On Sep 25, 2013, at 3:14 PM, John Kelsey <crypto.jmk at gmail.com> wrote:

> Right now, there is a lot of interest in finding ways to avoid NSA surveillance.  In particular, Germans and Brazilians and Koreans would presumably rather not have their data made freely available to the US government under what appear to be no restrictions at all.  If US companies would like to keep the business of Germans and Brazilians and Koreans, they probably need to work out a way to convincingly show that they will safeguard that data even from the US government. 

I think we are in agreement, but I am focused on what this list -can- do and -can-not- do.

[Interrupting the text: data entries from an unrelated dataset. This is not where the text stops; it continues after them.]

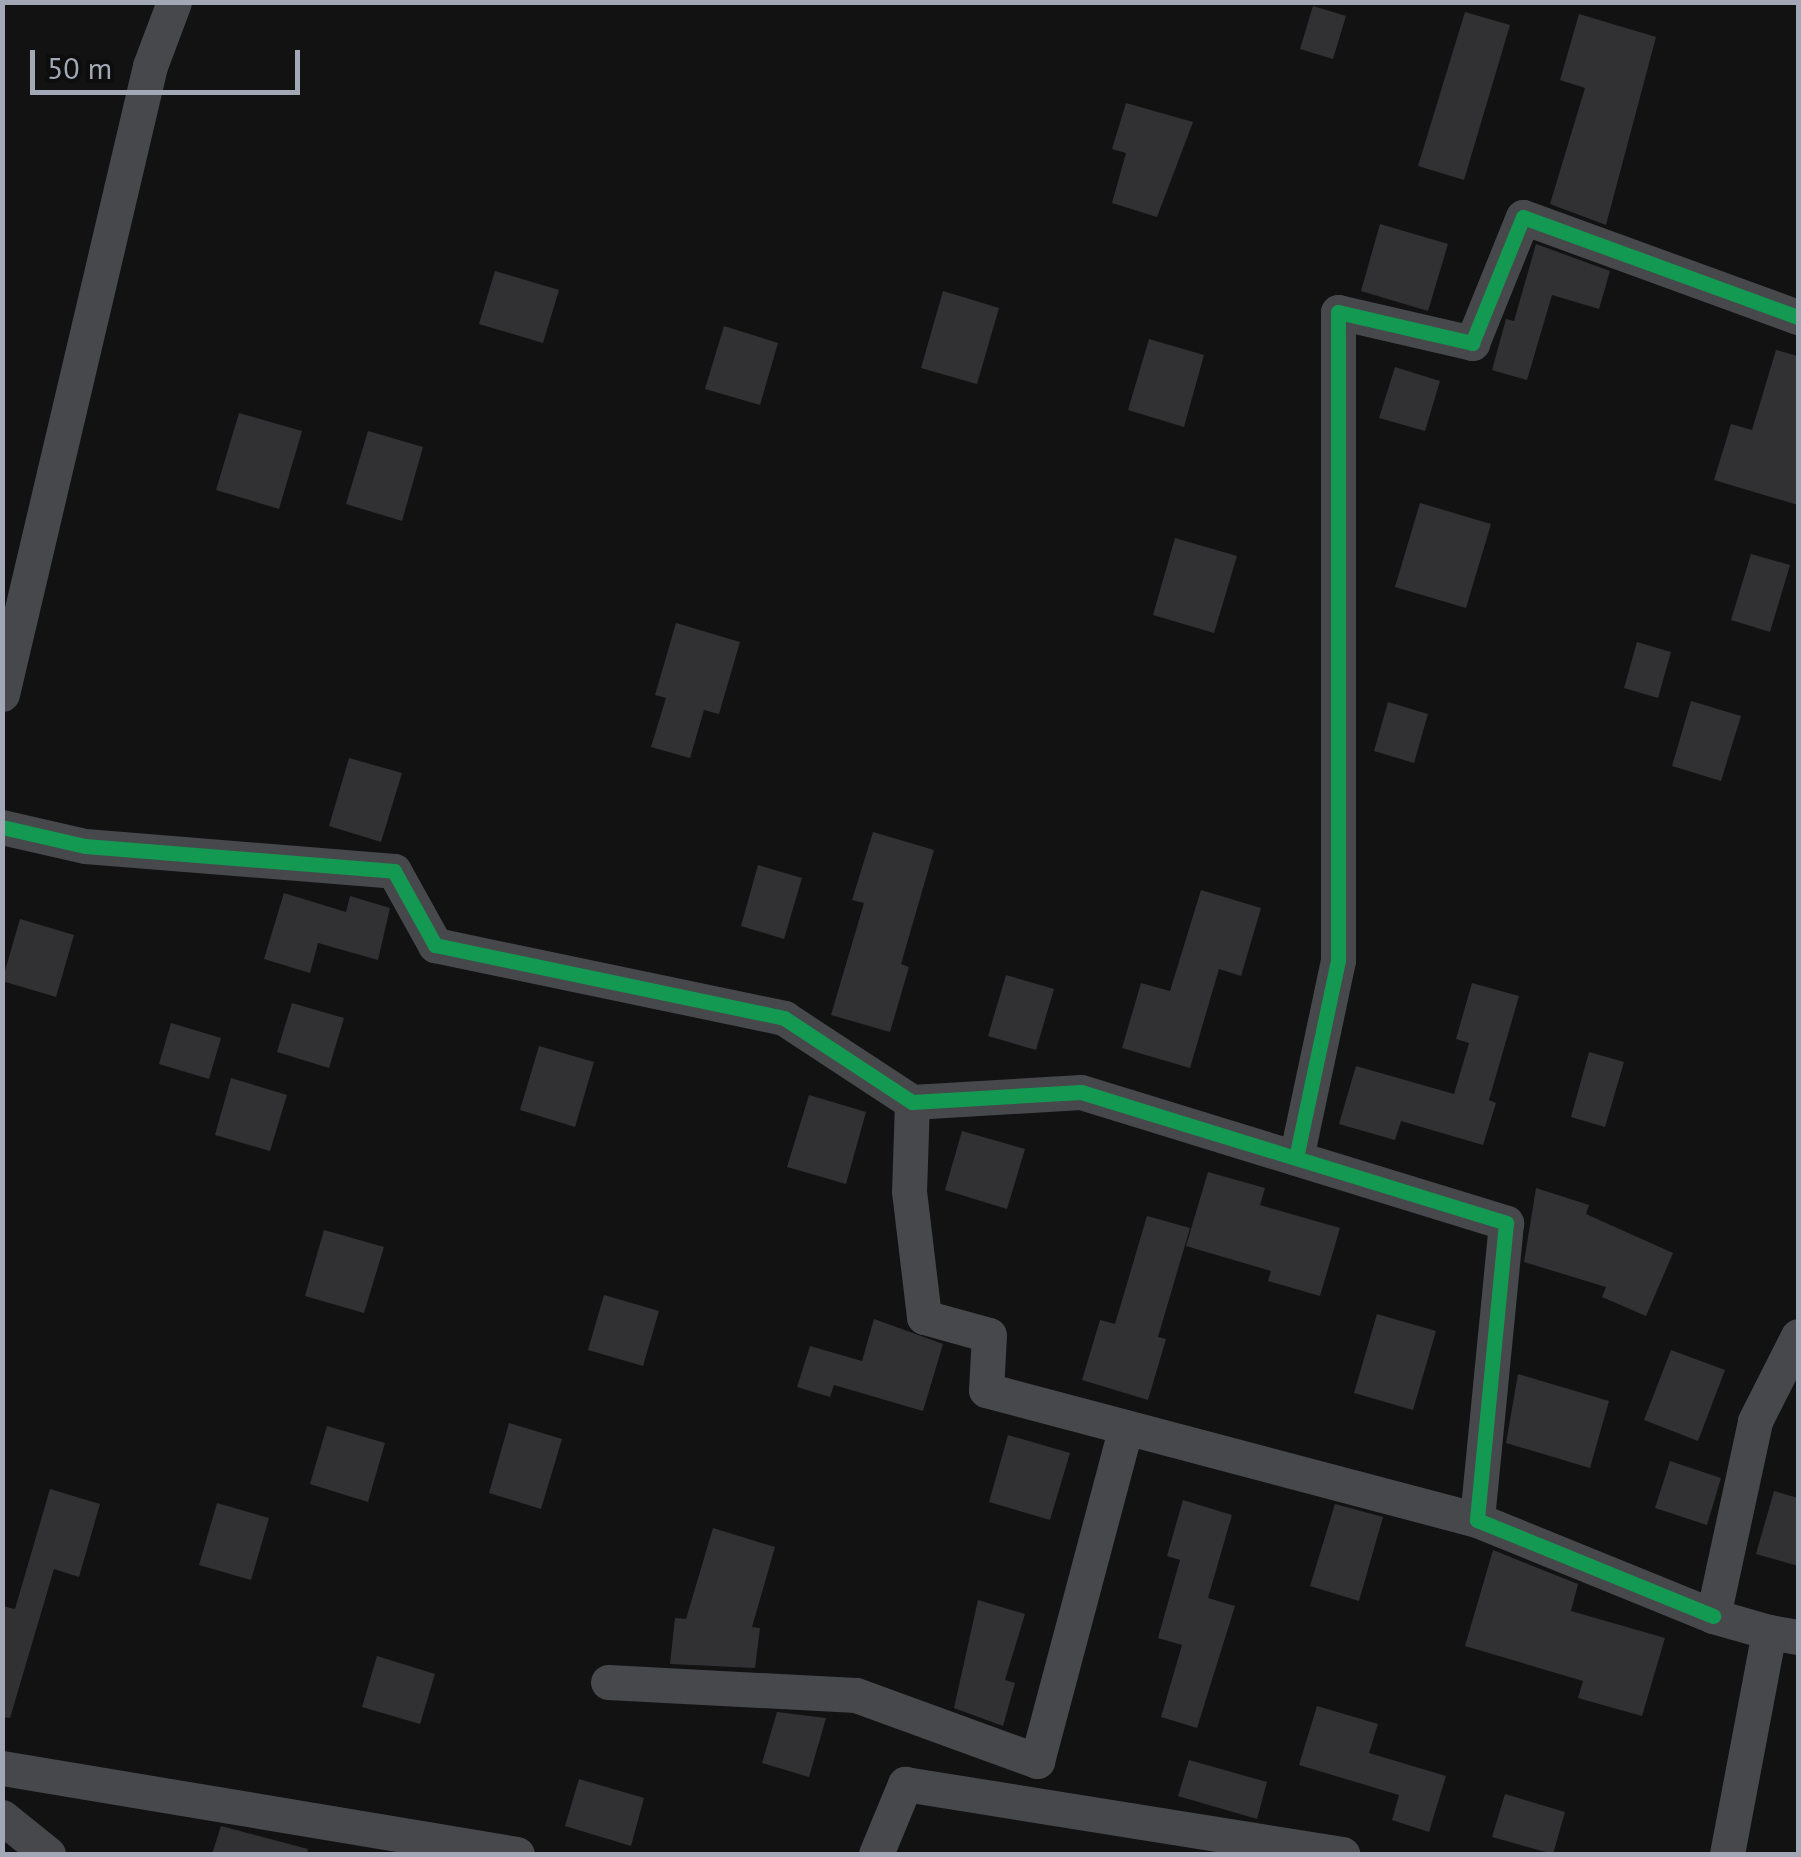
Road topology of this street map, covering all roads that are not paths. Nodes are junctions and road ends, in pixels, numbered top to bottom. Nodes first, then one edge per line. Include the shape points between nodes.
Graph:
1 (174, 2) edge
2 (1798, 317) edge
3 (2, 694) edge
4 (2, 827) edge
5 (912, 1102) junction
6 (1296, 1158) junction
7 (1798, 1336) edge
8 (1126, 1430) junction
9 (1478, 1520) junction
10 (1713, 1616) junction
11 (1784, 1634) edge
12 (608, 1682) dead end
13 (2, 1768) edge
14 (2, 1817) edge
15 (48, 1854) edge
16 (517, 1854) edge
17 (876, 1854) edge
18 (1342, 1854) edge
19 (1727, 1854) edge

1 - 3 street via 150,66
2 - 6 street via 1523,217 1472,343 1338,312 1338,960
4 - 5 street via 86,846 394,871 436,944 784,1018
5 - 6 street via 1081,1092
5 - 8 street via 909,1191 924,1316 989,1336 986,1390
6 - 9 street via 1506,1223
7 - 10 street via 1754,1421
8 - 9 street
8 - 12 street via 1037,1761 856,1695
9 - 10 street
10 - 11 street
11 - 19 street
13 - 16 street
14 - 15 street
17 - 18 street via 905,1784

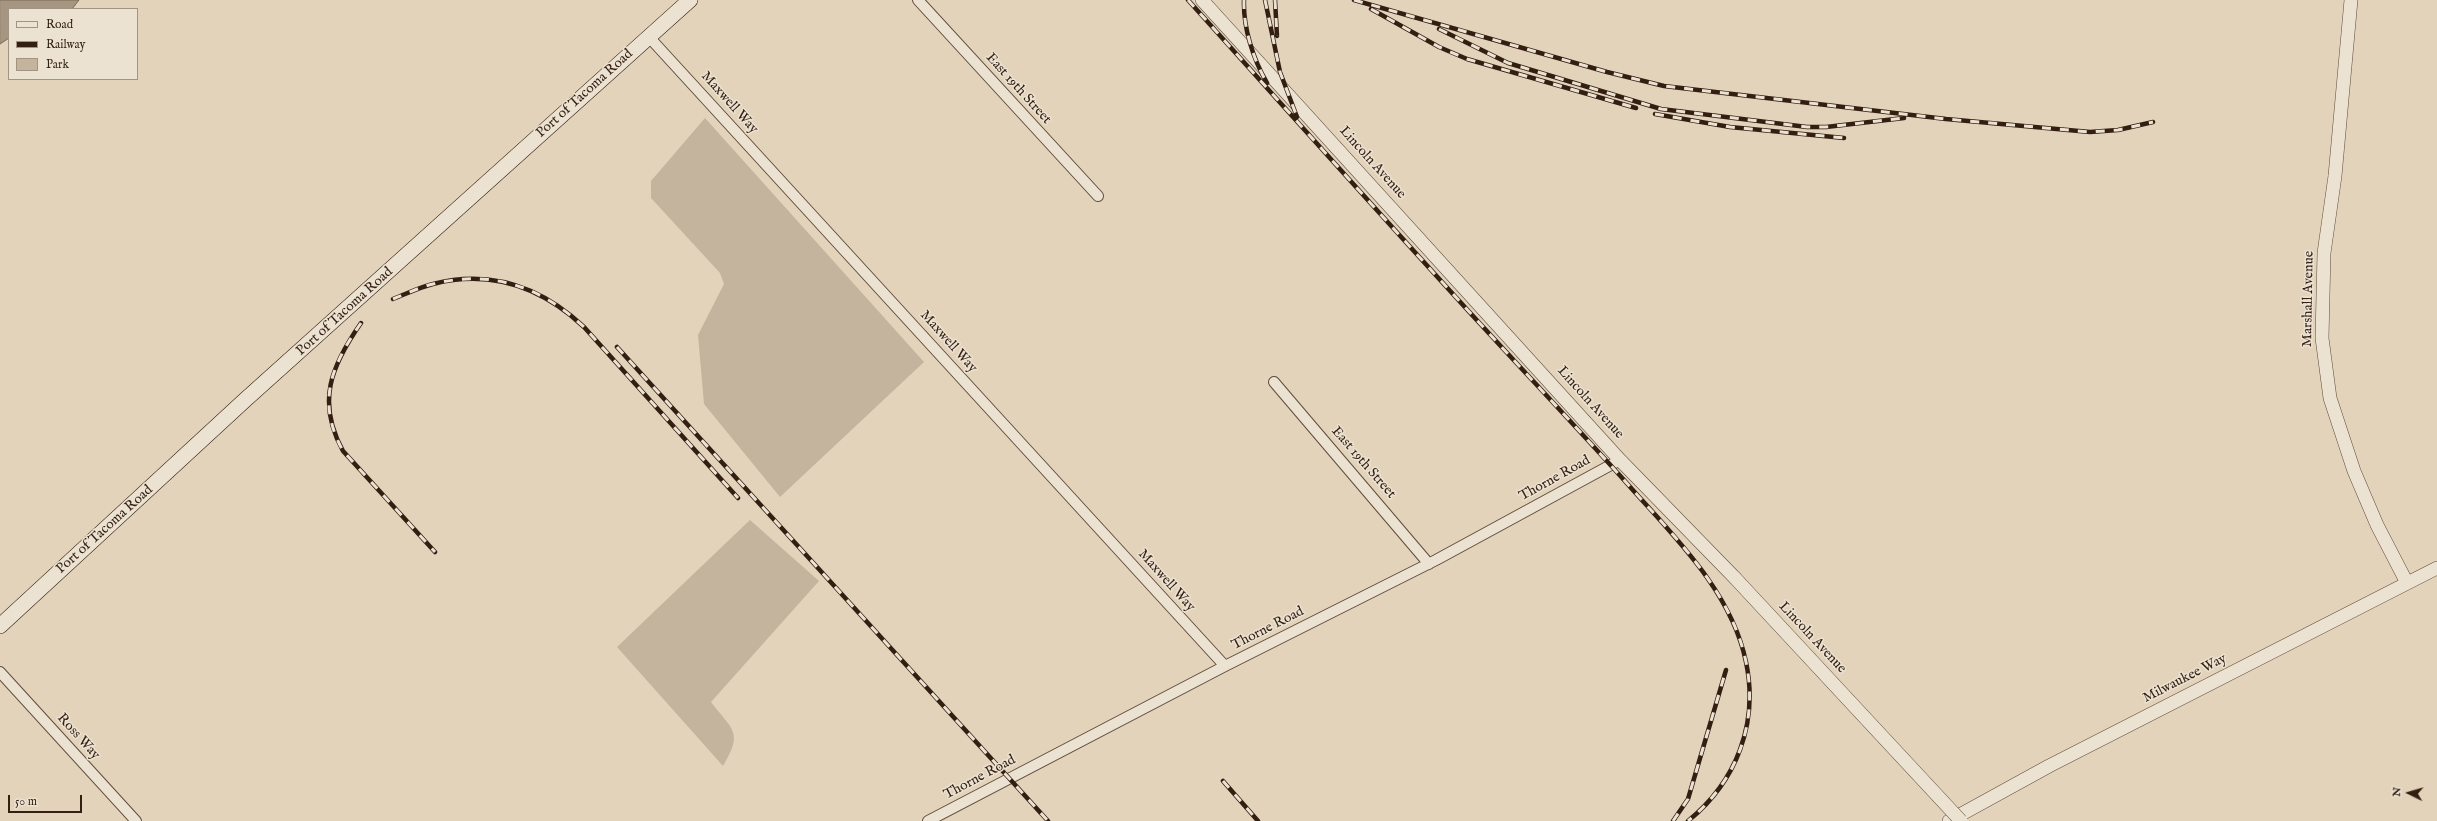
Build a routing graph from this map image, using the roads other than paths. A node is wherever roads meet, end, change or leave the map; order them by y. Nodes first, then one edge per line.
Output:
1 (690, 0) edge
2 (918, 0) edge
3 (1202, 0) edge
4 (2351, 0) edge
5 (649, 36) junction
6 (1098, 196) dead end
7 (1274, 382) dead end
8 (1620, 460) junction
9 (1429, 564) junction
10 (2437, 568) edge
11 (2407, 583) junction
12 (0, 626) edge
13 (1225, 666) junction
14 (0, 672) edge
15 (136, 821) edge
16 (928, 821) edge
17 (1950, 821) edge
18 (1961, 821) edge

1 - 5 main road, Port of Tacoma Road
2 - 6 street, East 19th Street
3 - 8 street, Lincoln Avenue
4 - 11 street, Marshall Avenue
5 - 12 main road, Port of Tacoma Road
5 - 13 street, Maxwell Way
7 - 9 street, East 19th Street
8 - 9 street, Thorne Road
8 - 18 street, Lincoln Avenue, bridge
9 - 13 street, Thorne Road
10 - 11 street, Milwaukee Way
11 - 17 street, Milwaukee Way
13 - 16 street, Thorne Road
14 - 15 street, Ross Way

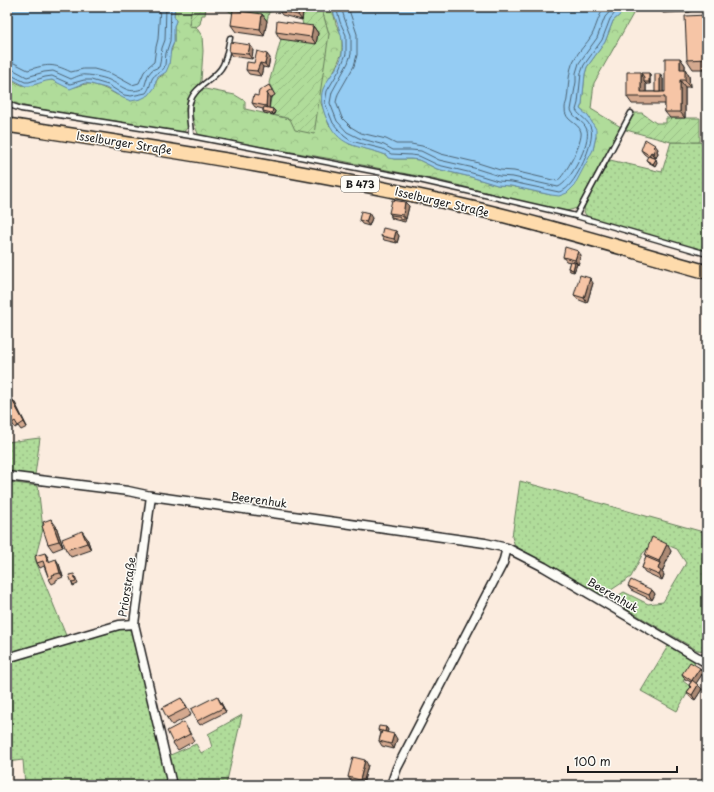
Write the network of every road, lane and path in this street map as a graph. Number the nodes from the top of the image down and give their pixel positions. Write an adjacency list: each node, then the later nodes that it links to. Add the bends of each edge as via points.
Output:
1 (230, 38): 5 (lane, via 223,65 200,87 190,101)
2 (7, 104): 5 (lane, via 22,109)
3 (631, 113): 6 (lane)
4 (7, 125): 8 (main road, Isselburger Straße / B 473, via 244,162 357,183 468,207)
5 (191, 136): 6 (lane, via 420,180)
6 (576, 216): 7 (lane)
7 (707, 254)
8 (707, 272)
9 (7, 476): 10 (street, Beerenhuk)
10 (152, 496): 11 (street, Beerenhuk); 12 (street, Priorstraße)
11 (507, 548): 14 (street, Beerenhuk); 16 (street, via 503,563 397,768)
12 (134, 624): 13 (street, Priorstraße, via 119,624); 15 (street)
13 (7, 658)
14 (707, 663)
15 (172, 785)
16 (391, 785)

All the large banks have huge systems and processes that protect the privacy of their customers. It works most of the time, but no large bank can say they will never have an employee go bad. 

My point is that this thread was moving towards the statement that citizens of country X should use service providers that "eliminate the need for trust". Because of subpoenas and collaboration this statement is true in whatever the country the service provider is in and who the 3rd parties are. In essence, this is a tautology that has nothing to do with Cryptography. Even if a service provider could "convince you that they _can't_ betray you", it would either be naiveté or simply be marketing. 

The only real way to "eliminate the need for trust" from any service provider of any kind, or any country (your's or some other country), is to not use them. 

The one problem that this list (cryptography at metzdowd.com) -can- focus on is that the bar has been set too low for the governments to be able to break a few keys and gain access to a lot of information. This is the violation of trust in the internet that, in part, has been enabled by weak cryptographic standards (short keys, non-ephemeral keys, subverted algorithms, etc.). I am not certain that Google could have done anything differently. Stated differently, Google (and all the world's internet service providers) are collateral damage.

The thing that this list can effect is the creation of standards with a valuable respect for Moore's law and increases of mathematical understanding. Stated differently, "just enough security" is the problem. This past attitude did not respect the very probably future that became a reality. 

Are we going to continue this behavior? IMHO, based on what I have been seeing on the TLS list, probably.